A fund was set up for the Bruce family by The Daily American on May 1, 1892. One of the donors was Edmund William Cole, the president of the Nashville, Chattanooga and St. Louis Railway.

Civil rights activist Ida B. Wells investigated the lynching. She found that Ephrain Grizzard allegedly had visited one of the Bruce daughters. Wells maintains that Grizzard was punished for this interracial contact, rather than an actual assault on the daughter. She noted that a white man who was then in jail charged with raping an eight-year-old black girl was not harmed by the mob. She described Grizzard's murder as "A naked, bloody example of the blood-thirstiness of the nineteenth century civilization of the Athens of the South." She added, "No cannon nor military were called out in his defence."

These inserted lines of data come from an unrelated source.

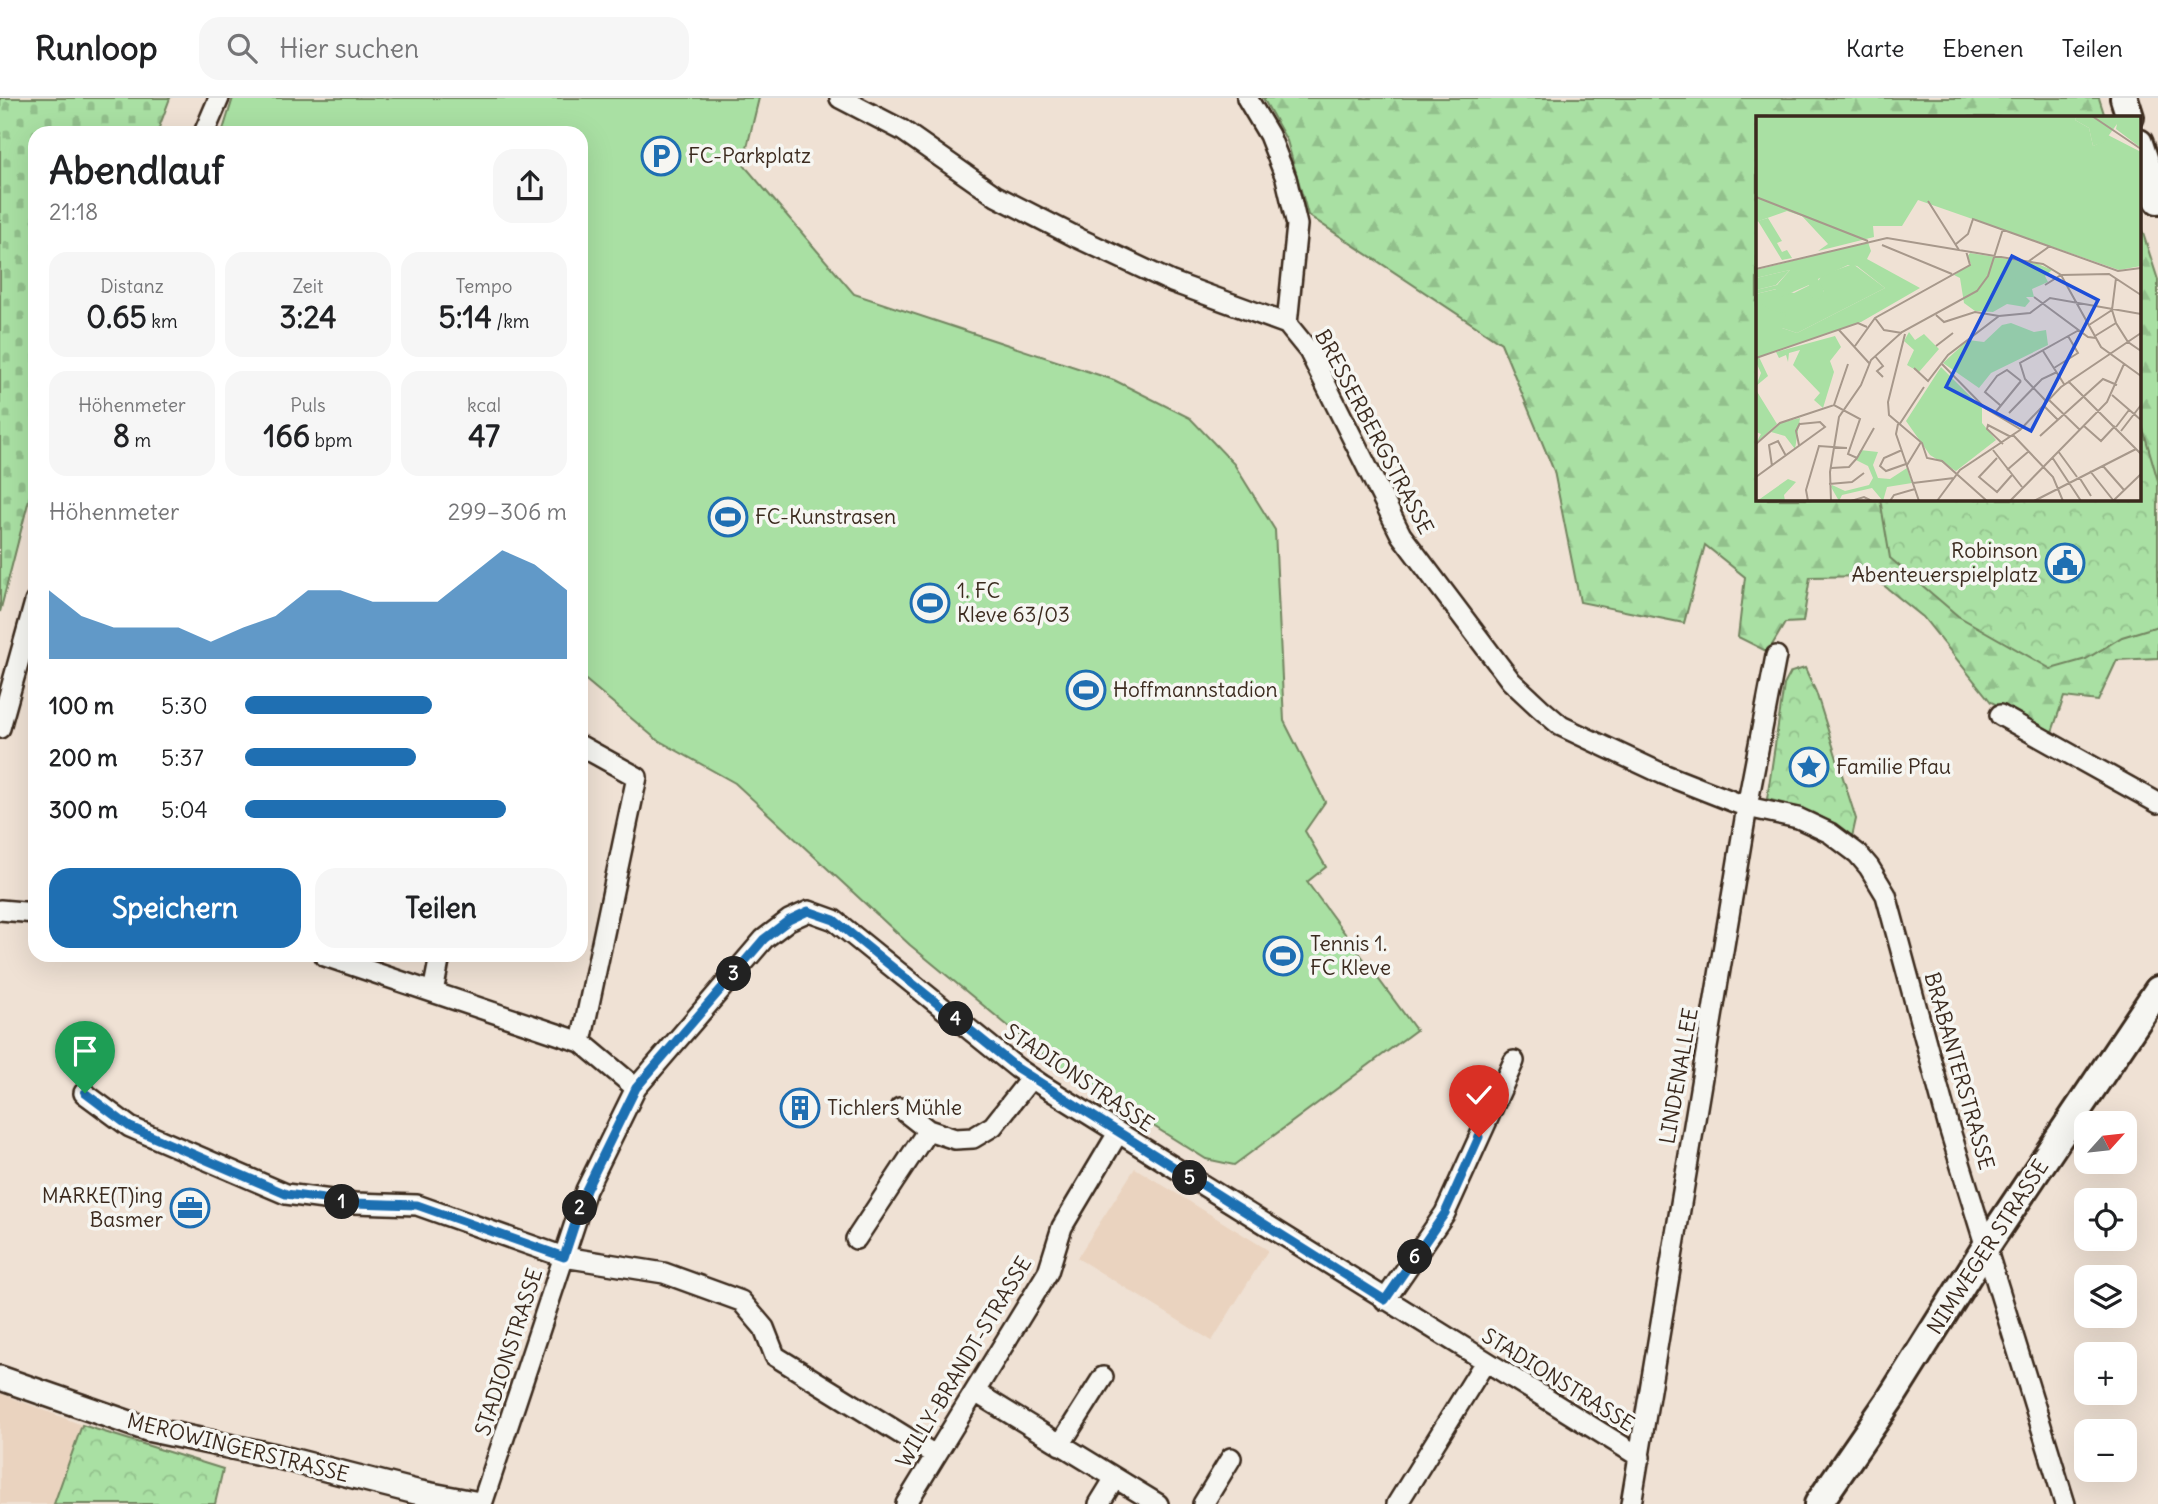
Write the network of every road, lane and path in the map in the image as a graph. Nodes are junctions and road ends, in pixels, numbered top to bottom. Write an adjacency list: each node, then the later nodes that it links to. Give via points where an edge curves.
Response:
1 (219, 98): 6 (street)
2 (840, 98): 9 (street, BRESSERBERGSTRASSE, via 902,130 996,196 1078,238 1172,282)
3 (1247, 98): 9 (street, via 1274,146 1297,226)
4 (2124, 98): 5 (main road)
5 (2130, 116)
6 (207, 126)
7 (2140, 146): 8 (main road)
8 (2158, 200)
9 (1287, 324): 16 (street, BRESSERBERGSTRASSE, via 1309,351 1401,535 1511,681 1560,726)
10 (28, 627): 13 (street)
11 (1776, 656): 16 (street, LINDENALLEE)
12 (2000, 715): 15 (street)
13 (0, 728)
14 (588, 750): 23 (street, via 637,777)
15 (2158, 803)
16 (1747, 807): 32 (street, BRABANTERSTRASSE, via 1798,818 1830,833 1858,854 1886,895 1948,1124); 41 (street, LINDENALLEE)
17 (0, 910): 18 (street)
18 (28, 912)
19 (343, 962): 22 (street)
20 (439, 962): 22 (street)
21 (2158, 990): 32 (main road, NIMWEGER STRASSE)
22 (433, 992): 23 (street)
23 (580, 1042): 26 (street)
24 (1514, 1060): 34 (street, via 1445,1213)
25 (1031, 1077): 26 (street, STADIONSTRASSE, via 834,920 808,911 764,939); 29 (street, via 993,1126 973,1138 955,1139); 30 (street, STADIONSTRASSE)
26 (636, 1088): 33 (street, STADIONSTRASSE, via 586,1190)
27 (85, 1093): 33 (street, via 130,1127 286,1194 417,1205)
28 (900, 1108): 29 (street)
29 (928, 1130): 31 (street)
30 (1118, 1133): 34 (street, STADIONSTRASSE); 38 (street, WILLY-BRANDT-STRASSE, via 1062,1227 1048,1272)
31 (856, 1239)
32 (1987, 1245): 52 (main road, NIMWEGER STRASSE); 53 (street, BRABANTERSTRASSE)
33 (564, 1257): 40 (street, via 664,1273 741,1301 764,1328 775,1356); 45 (street, STADIONSTRASSE)
34 (1385, 1300): 35 (street, STADIONSTRASSE)
35 (1485, 1362): 41 (street, STADIONSTRASSE); 50 (street)
36 (1103, 1377): 39 (street)
37 (0, 1378): 44 (street, MEROWINGERSTRASSE, via 147,1429 275,1456)
38 (975, 1392): 39 (street); 40 (street, WILLY-BRANDT-STRASSE)
39 (1060, 1445): 43 (street)
40 (934, 1455): 46 (street, WILLY-BRANDT-STRASSE)
41 (1640, 1457): 51 (street, LINDENALLEE)
42 (1231, 1458): 49 (street)
43 (1115, 1478): 47 (street); 48 (street)
44 (414, 1498): 45 (street, MEROWINGERSTRASSE)
45 (481, 1504)
46 (906, 1504)
47 (1099, 1504)
48 (1158, 1504)
49 (1203, 1504)
50 (1397, 1504)
51 (1631, 1504)
52 (1818, 1504)
53 (2065, 1504)

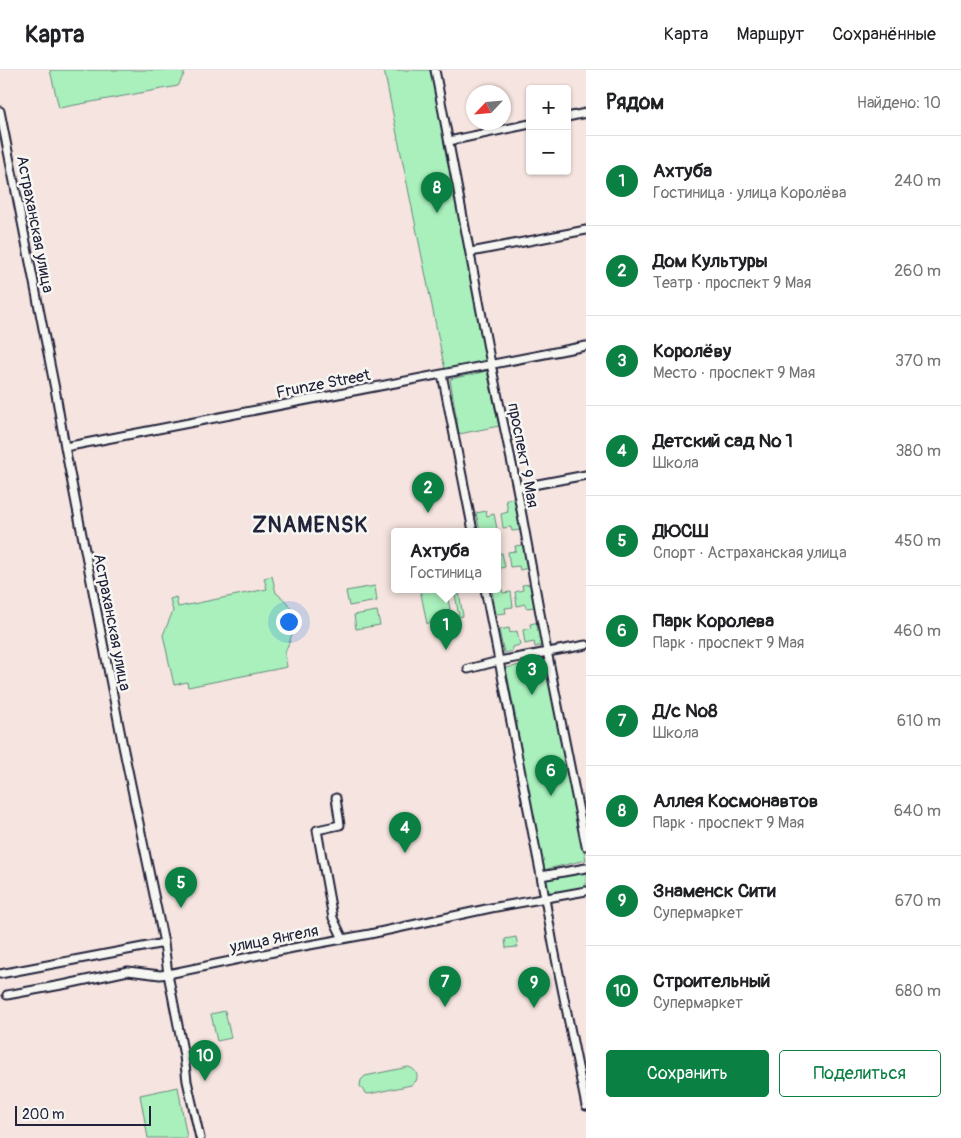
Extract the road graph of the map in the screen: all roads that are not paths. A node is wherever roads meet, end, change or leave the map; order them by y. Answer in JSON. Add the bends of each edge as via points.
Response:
{"nodes":[{"id":1,"x":435,"y":70,"type":"edge"},
{"id":2,"x":0,"y":110,"type":"edge"},
{"id":3,"x":586,"y":113,"type":"edge"},
{"id":4,"x":571,"y":116,"type":"edge"},
{"id":5,"x":526,"y":125,"type":"edge"},
{"id":6,"x":449,"y":141,"type":"junction"},
{"id":7,"x":586,"y":230,"type":"edge"},
{"id":8,"x":471,"y":252,"type":"junction"},
{"id":9,"x":586,"y":346,"type":"edge"},
{"id":10,"x":491,"y":364,"type":"junction"},
{"id":11,"x":442,"y":374,"type":"junction"},
{"id":12,"x":65,"y":447,"type":"junction"},
{"id":13,"x":586,"y":475,"type":"edge"},
{"id":14,"x":517,"y":488,"type":"junction"},
{"id":15,"x":472,"y":528,"type":"edge"},
{"id":16,"x":486,"y":593,"type":"edge"},
{"id":17,"x":586,"y":645,"type":"edge"},
{"id":18,"x":547,"y":652,"type":"junction"},
{"id":19,"x":500,"y":661,"type":"junction"},
{"id":20,"x":468,"y":669,"type":"dead end"},
{"id":21,"x":336,"y":798,"type":"dead end"},
{"id":22,"x":586,"y":846,"type":"edge"},
{"id":23,"x":586,"y":868,"type":"edge"},
{"id":24,"x":541,"y":876,"type":"junction"},
{"id":25,"x":586,"y":891,"type":"edge"},
{"id":26,"x":545,"y":898,"type":"junction"},
{"id":27,"x":343,"y":939,"type":"junction"},
{"id":28,"x":164,"y":943,"type":"junction"},
{"id":29,"x":0,"y":974,"type":"edge"},
{"id":30,"x":168,"y":974,"type":"junction"},
{"id":31,"x":7,"y":995,"type":"dead end"},
{"id":32,"x":586,"y":1106,"type":"edge"},
{"id":33,"x":200,"y":1138,"type":"edge"}],
"edges":[{"from":1,"to":6,"type":"street","name":"проспект 9 Мая"},
{"from":2,"to":12,"type":"street","name":"Астраханская улица"},
{"from":3,"to":4,"type":"street"},
{"from":5,"to":6,"type":"street"},
{"from":6,"to":8,"type":"street","name":"проспект 9 Мая"},
{"from":7,"to":8,"type":"street"},
{"from":8,"to":10,"type":"street","name":"проспект 9 Мая"},
{"from":9,"to":10,"type":"street","name":"Frunze Street"},
{"from":10,"to":11,"type":"street","name":"Frunze Street"},
{"from":10,"to":14,"type":"street","name":"проспект 9 Мая"},
{"from":11,"to":12,"type":"street","name":"Frunze Street"},
{"from":11,"to":15,"type":"street"},
{"from":12,"to":28,"type":"street","name":"Астраханская улица"},
{"from":13,"to":14,"type":"street"},
{"from":14,"to":18,"type":"street","name":"проспект 9 Мая"},
{"from":16,"to":19,"type":"street"},
{"from":17,"to":18,"type":"street"},
{"from":18,"to":19,"type":"street"},
{"from":18,"to":22,"type":"street","name":"проспект 9 Мая"},
{"from":19,"to":20,"type":"street"},
{"from":19,"to":24,"type":"street"},
{"from":21,"to":27,"type":"street","via":[[340,825],[317,830],[333,918]]},
{"from":23,"to":24,"type":"street"},
{"from":24,"to":26,"type":"street"},
{"from":25,"to":26,"type":"street","name":"улица Янгеля"},
{"from":26,"to":27,"type":"street","name":"улица Янгеля"},
{"from":26,"to":32,"type":"street"},
{"from":27,"to":30,"type":"street","name":"улица Янгеля"},
{"from":28,"to":29,"type":"street"},
{"from":28,"to":30,"type":"street","name":"Астраханская улица"},
{"from":30,"to":31,"type":"street","name":"улица Янгеля","via":[[128,971]]},
{"from":30,"to":33,"type":"street","name":"Астраханская улица"}]}
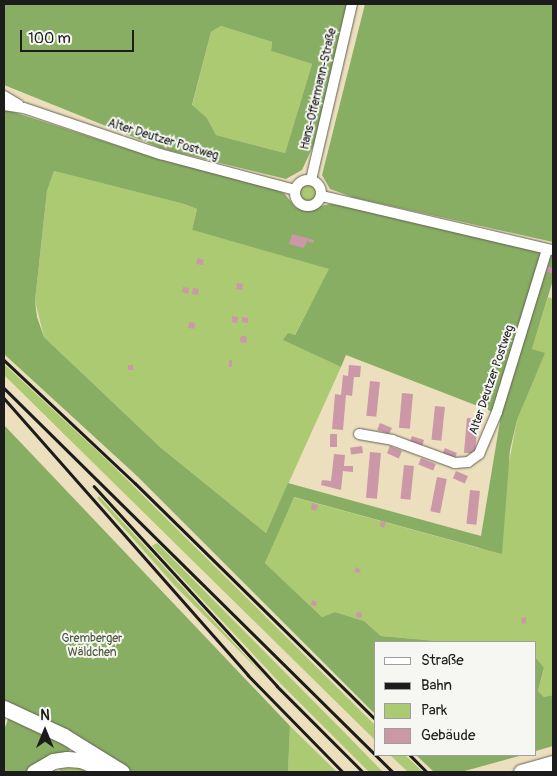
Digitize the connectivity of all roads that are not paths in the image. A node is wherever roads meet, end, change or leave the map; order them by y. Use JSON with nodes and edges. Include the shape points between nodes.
{"nodes":[{"id":1,"x":352,"y":4,"type":"edge"},
{"id":2,"x":4,"y":96,"type":"edge"},
{"id":3,"x":4,"y":105,"type":"edge"},
{"id":4,"x":24,"y":108,"type":"junction"},
{"id":5,"x":311,"y":180,"type":"junction"},
{"id":6,"x":295,"y":190,"type":"junction"},
{"id":7,"x":322,"y":196,"type":"junction"},
{"id":8,"x":550,"y":249,"type":"edge"},
{"id":9,"x":359,"y":434,"type":"dead end"},
{"id":10,"x":4,"y":708,"type":"edge"},
{"id":11,"x":553,"y":763,"type":"edge"},
{"id":12,"x":34,"y":772,"type":"edge"},
{"id":13,"x":108,"y":772,"type":"edge"},
{"id":14,"x":122,"y":772,"type":"edge"},
{"id":15,"x":521,"y":772,"type":"edge"}],
"edges":[{"from":1,"to":5,"type":"street","name":"Hans-Offermann-Straße"},
{"from":2,"to":4,"type":"street","name":"Alter Deutzer Postweg"},
{"from":3,"to":4,"type":"street","name":"Alter Deutzer Postweg"},
{"from":4,"to":6,"type":"street","name":"Alter Deutzer Postweg","via":[[160,154]]},
{"from":5,"to":6,"type":"street","via":[[301,182]]},
{"from":5,"to":7,"type":"street","via":[[320,186]]},
{"from":6,"to":7,"type":"street","via":[[297,201],[305,206],[316,205]]},
{"from":7,"to":8,"type":"street","name":"Alter Deutzer Postweg"},
{"from":8,"to":9,"type":"street","name":"Alter Deutzer Postweg","via":[[497,412],[479,454],[468,462],[455,463],[392,440]]},
{"from":10,"to":14,"type":"highway","via":[[72,740]]},
{"from":11,"to":15,"type":"highway"},
{"from":12,"to":13,"type":"highway","via":[[53,761],[66,759],[95,764]]}]}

On May 2, 1892, African Americans in Triune reportedly killed at least three white residents as retaliation for the Grizzard lynching.

==Legacy==
In June 2017, the Episcopal Diocese of Tennessee Task Force on Anti-Racism and Lipscomb University's Christian Scholars' Conference organized a service, held in honor of the 1892 lynching victim Ephraim Grizzard, at the Fisk University Memorial Chapel.

It was followed by the dedication of a plaque in his memory in the St. Anselm's Episcopal Church in Nashville. This historic plaque also honors the memory of two other lynching victims: his brother Henry Grizzard, and Samuel Smith of Nolensville, Tennessee, who was killed in relation to another incident. The Grizzard brothers and Smith were three of the six blacks documented as lynched in Davidson County in the post-Reconstruction period.

According to Natasha Deane, who researched the article for St. Anselm's website on the history of the lynchings and memorial marker, issues of the Nashville Banner from the days immediately following the report of Grizzard's lynching are missing from the archive at the Nashville Public Library.

In May 2019, the Metropolitan Nashville Davidson County Community Remembrance Project (We Remember Nashville) announced its plans together with the Equal Justice Initiative to conduct several days of remembrance and education to mark the local history of lynchings of black men. Brothers Ephraim and Henry Grizzard, killed on April 30 and 24, 1892, respectively, were to be recognized with a historical marker in downtown Nashville. A second marker will be installed downtown to recognize David Jones and Jo Reed, black men who were lynched during Reconstruction, in 1872 and 1875, respectively. The year 1877 marked the withdrawal of federal troops from the South at the end of the Reconstruction era and a rise in violence of whites against blacks into the early 20th century.